*** RECORDS TO PROCESS ***

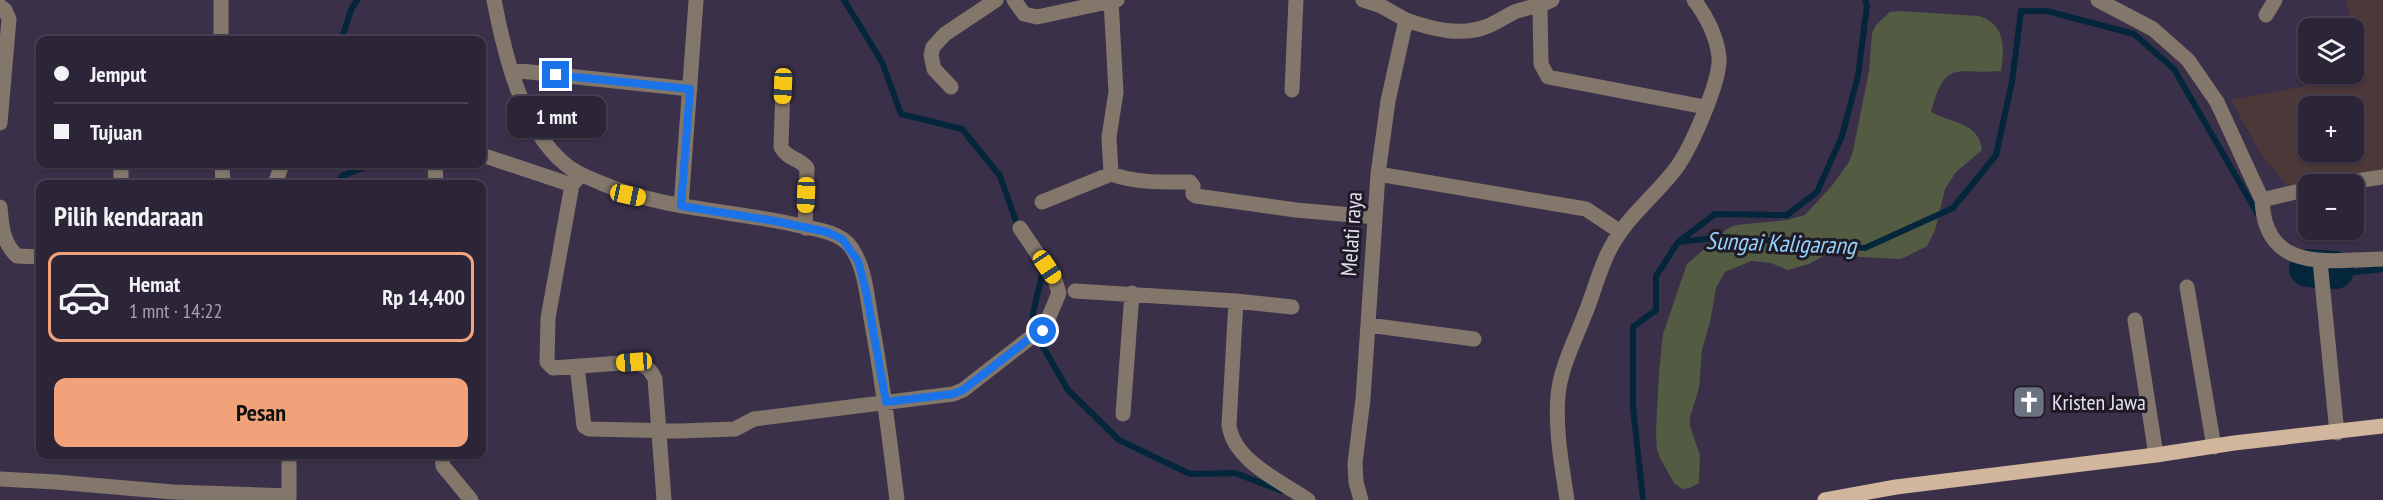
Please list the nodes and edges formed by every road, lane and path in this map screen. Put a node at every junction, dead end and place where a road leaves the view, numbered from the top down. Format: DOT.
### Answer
graph roads {
  1 [pos="221,0"];
  2 [pos="494,0"];
  3 [pos="996,0"];
  4 [pos="1014,0"];
  5 [pos="1111,0"];
  6 [pos="1117,0"];
  7 [pos="1296,0"];
  8 [pos="1363,0"];
  9 [pos="1694,0"];
  10 [pos="2098,0"];
  11 [pos="2275,0"];
  12 [pos="696,1"];
  13 [pos="1546,3"];
  14 [pos="3,4"];
  15 [pos="2266,15"];
  16 [pos="1406,20"];
  17 [pos="221,36"];
  18 [pos="511,70"];
  19 [pos="783,86"];
  20 [pos="951,87"];
  21 [pos="690,89"];
  22 [pos="1292,90"];
  23 [pos="1706,107"];
  24 [pos="0,123"];
  25 [pos="486,156"];
  26 [pos="1111,174"];
  27 [pos="1378,174"];
  28 [pos="2383,177"];
  29 [pos="576,180"];
  30 [pos="2364,180"];
  31 [pos="2298,191"];
  32 [pos="2262,200"];
  33 [pos="1042,202"];
  34 [pos="681,206"];
  35 [pos="0,207"];
  36 [pos="1375,217"];
  37 [pos="805,228"];
  38 [pos="1020,228"];
  39 [pos="1619,231"];
  40 [pos="36,257"];
  41 [pos="2383,259"];
  42 [pos="2320,261"];
  43 [pos="2187,287"];
  44 [pos="1075,291"];
  45 [pos="1132,294"];
  46 [pos="1236,301"];
  47 [pos="1292,307"];
  48 [pos="2135,320"];
  49 [pos="1368,325"];
  50 [pos="1474,339"];
  51 [pos="578,366"];
  52 [pos="886,402"];
  53 [pos="1124,414"];
  54 [pos="2383,426"];
  55 [pos="658,430"];
  56 [pos="2337,433"];
  57 [pos="2214,447"];
  58 [pos="2156,455"];
  59 [pos="289,459"];
  60 [pos="442,459"];
  61 [pos="0,480"];
  62 [pos="1895,493"];
  63 [pos="289,498"];
  64 [pos="471,500"];
  65 [pos="664,500"];
  66 [pos="897,500"];
  67 [pos="1308,500"];
  68 [pos="1361,500"];
  69 [pos="1567,500"];
  70 [pos="1825,500"];
  1 -- 17 [label="street"];
  2 -- 18 [label="street"];
  3 -- 20 [label="street"];
  4 -- 5 [label="street"];
  5 -- 6 [label="street"];
  5 -- 26 [label="street"];
  7 -- 22 [label="street"];
  8 -- 16 [label="street"];
  9 -- 23 [label="street"];
  10 -- 32 [label="street"];
  11 -- 15 [label="street"];
  12 -- 21 [label="street"];
  13 -- 16 [label="street"];
  13 -- 23 [label="street"];
  14 -- 24 [label="street"];
  16 -- 27 [label="street, Melati raya"];
  18 -- 21 [label="street"];
  18 -- 29 [label="street"];
  19 -- 37 [label="street"];
  21 -- 34 [label="street"];
  23 -- 39 [label="street"];
  25 -- 29 [label="street"];
  26 -- 33 [label="street"];
  26 -- 36 [label="street"];
  27 -- 36 [label="street, Melati raya"];
  27 -- 39 [label="street"];
  28 -- 30 [label="street"];
  29 -- 34 [label="street"];
  29 -- 51 [label="street"];
  31 -- 32 [label="street"];
  32 -- 42 [label="street"];
  34 -- 37 [label="street"];
  35 -- 40 [label="street"];
  36 -- 49 [label="street, Melati raya"];
  37 -- 52 [label="street"];
  38 -- 52 [label="street"];
  39 -- 69 [label="street"];
  41 -- 42 [label="street"];
  42 -- 56 [label="street"];
  43 -- 57 [label="street"];
  44 -- 45 [label="street"];
  45 -- 46 [label="street"];
  45 -- 53 [label="street"];
  46 -- 47 [label="street"];
  46 -- 67 [label="street"];
  48 -- 58 [label="street"];
  49 -- 50 [label="street"];
  49 -- 68 [label="street, Melati raya"];
  51 -- 55 [label="street"];
  51 -- 55 [label="street"];
  52 -- 55 [label="street"];
  52 -- 66 [label="street"];
  54 -- 56 [label="main road"];
  55 -- 65 [label="street"];
  56 -- 57 [label="main road"];
  57 -- 58 [label="main road"];
  58 -- 62 [label="main road"];
  59 -- 63 [label="street"];
  60 -- 64 [label="street"];
  61 -- 63 [label="street"];
  62 -- 70 [label="main road"];
}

*** End of RECORDS TO PROCESS ***

*TASK DIRECTIONS*.
A word-for-word retyping of every record is required, without the pictures.

*WRITTEN ANSWER*.
Please list the nodes and edges formed by every road, lane and path in this map screen. Put a node at every junction, dead end and place where a road leaves the view, numbered from the top down. Format: DOT.
### Answer
graph roads {
  1 [pos="221,0"];
  2 [pos="494,0"];
  3 [pos="996,0"];
  4 [pos="1014,0"];
  5 [pos="1111,0"];
  6 [pos="1117,0"];
  7 [pos="1296,0"];
  8 [pos="1363,0"];
  9 [pos="1694,0"];
  10 [pos="2098,0"];
  11 [pos="2275,0"];
  12 [pos="696,1"];
  13 [pos="1546,3"];
  14 [pos="3,4"];
  15 [pos="2266,15"];
  16 [pos="1406,20"];
  17 [pos="221,36"];
  18 [pos="511,70"];
  19 [pos="783,86"];
  20 [pos="951,87"];
  21 [pos="690,89"];
  22 [pos="1292,90"];
  23 [pos="1706,107"];
  24 [pos="0,123"];
  25 [pos="486,156"];
  26 [pos="1111,174"];
  27 [pos="1378,174"];
  28 [pos="2383,177"];
  29 [pos="576,180"];
  30 [pos="2364,180"];
  31 [pos="2298,191"];
  32 [pos="2262,200"];
  33 [pos="1042,202"];
  34 [pos="681,206"];
  35 [pos="0,207"];
  36 [pos="1375,217"];
  37 [pos="805,228"];
  38 [pos="1020,228"];
  39 [pos="1619,231"];
  40 [pos="36,257"];
  41 [pos="2383,259"];
  42 [pos="2320,261"];
  43 [pos="2187,287"];
  44 [pos="1075,291"];
  45 [pos="1132,294"];
  46 [pos="1236,301"];
  47 [pos="1292,307"];
  48 [pos="2135,320"];
  49 [pos="1368,325"];
  50 [pos="1474,339"];
  51 [pos="578,366"];
  52 [pos="886,402"];
  53 [pos="1124,414"];
  54 [pos="2383,426"];
  55 [pos="658,430"];
  56 [pos="2337,433"];
  57 [pos="2214,447"];
  58 [pos="2156,455"];
  59 [pos="289,459"];
  60 [pos="442,459"];
  61 [pos="0,480"];
  62 [pos="1895,493"];
  63 [pos="289,498"];
  64 [pos="471,500"];
  65 [pos="664,500"];
  66 [pos="897,500"];
  67 [pos="1308,500"];
  68 [pos="1361,500"];
  69 [pos="1567,500"];
  70 [pos="1825,500"];
  1 -- 17 [label="street"];
  2 -- 18 [label="street"];
  3 -- 20 [label="street"];
  4 -- 5 [label="street"];
  5 -- 6 [label="street"];
  5 -- 26 [label="street"];
  7 -- 22 [label="street"];
  8 -- 16 [label="street"];
  9 -- 23 [label="street"];
  10 -- 32 [label="street"];
  11 -- 15 [label="street"];
  12 -- 21 [label="street"];
  13 -- 16 [label="street"];
  13 -- 23 [label="street"];
  14 -- 24 [label="street"];
  16 -- 27 [label="street, Melati raya"];
  18 -- 21 [label="street"];
  18 -- 29 [label="street"];
  19 -- 37 [label="street"];
  21 -- 34 [label="street"];
  23 -- 39 [label="street"];
  25 -- 29 [label="street"];
  26 -- 33 [label="street"];
  26 -- 36 [label="street"];
  27 -- 36 [label="street, Melati raya"];
  27 -- 39 [label="street"];
  28 -- 30 [label="street"];
  29 -- 34 [label="street"];
  29 -- 51 [label="street"];
  31 -- 32 [label="street"];
  32 -- 42 [label="street"];
  34 -- 37 [label="street"];
  35 -- 40 [label="street"];
  36 -- 49 [label="street, Melati raya"];
  37 -- 52 [label="street"];
  38 -- 52 [label="street"];
  39 -- 69 [label="street"];
  41 -- 42 [label="street"];
  42 -- 56 [label="street"];
  43 -- 57 [label="street"];
  44 -- 45 [label="street"];
  45 -- 46 [label="street"];
  45 -- 53 [label="street"];
  46 -- 47 [label="street"];
  46 -- 67 [label="street"];
  48 -- 58 [label="street"];
  49 -- 50 [label="street"];
  49 -- 68 [label="street, Melati raya"];
  51 -- 55 [label="street"];
  51 -- 55 [label="street"];
  52 -- 55 [label="street"];
  52 -- 66 [label="street"];
  54 -- 56 [label="main road"];
  55 -- 65 [label="street"];
  56 -- 57 [label="main road"];
  57 -- 58 [label="main road"];
  58 -- 62 [label="main road"];
  59 -- 63 [label="street"];
  60 -- 64 [label="street"];
  61 -- 63 [label="street"];
  62 -- 70 [label="main road"];
}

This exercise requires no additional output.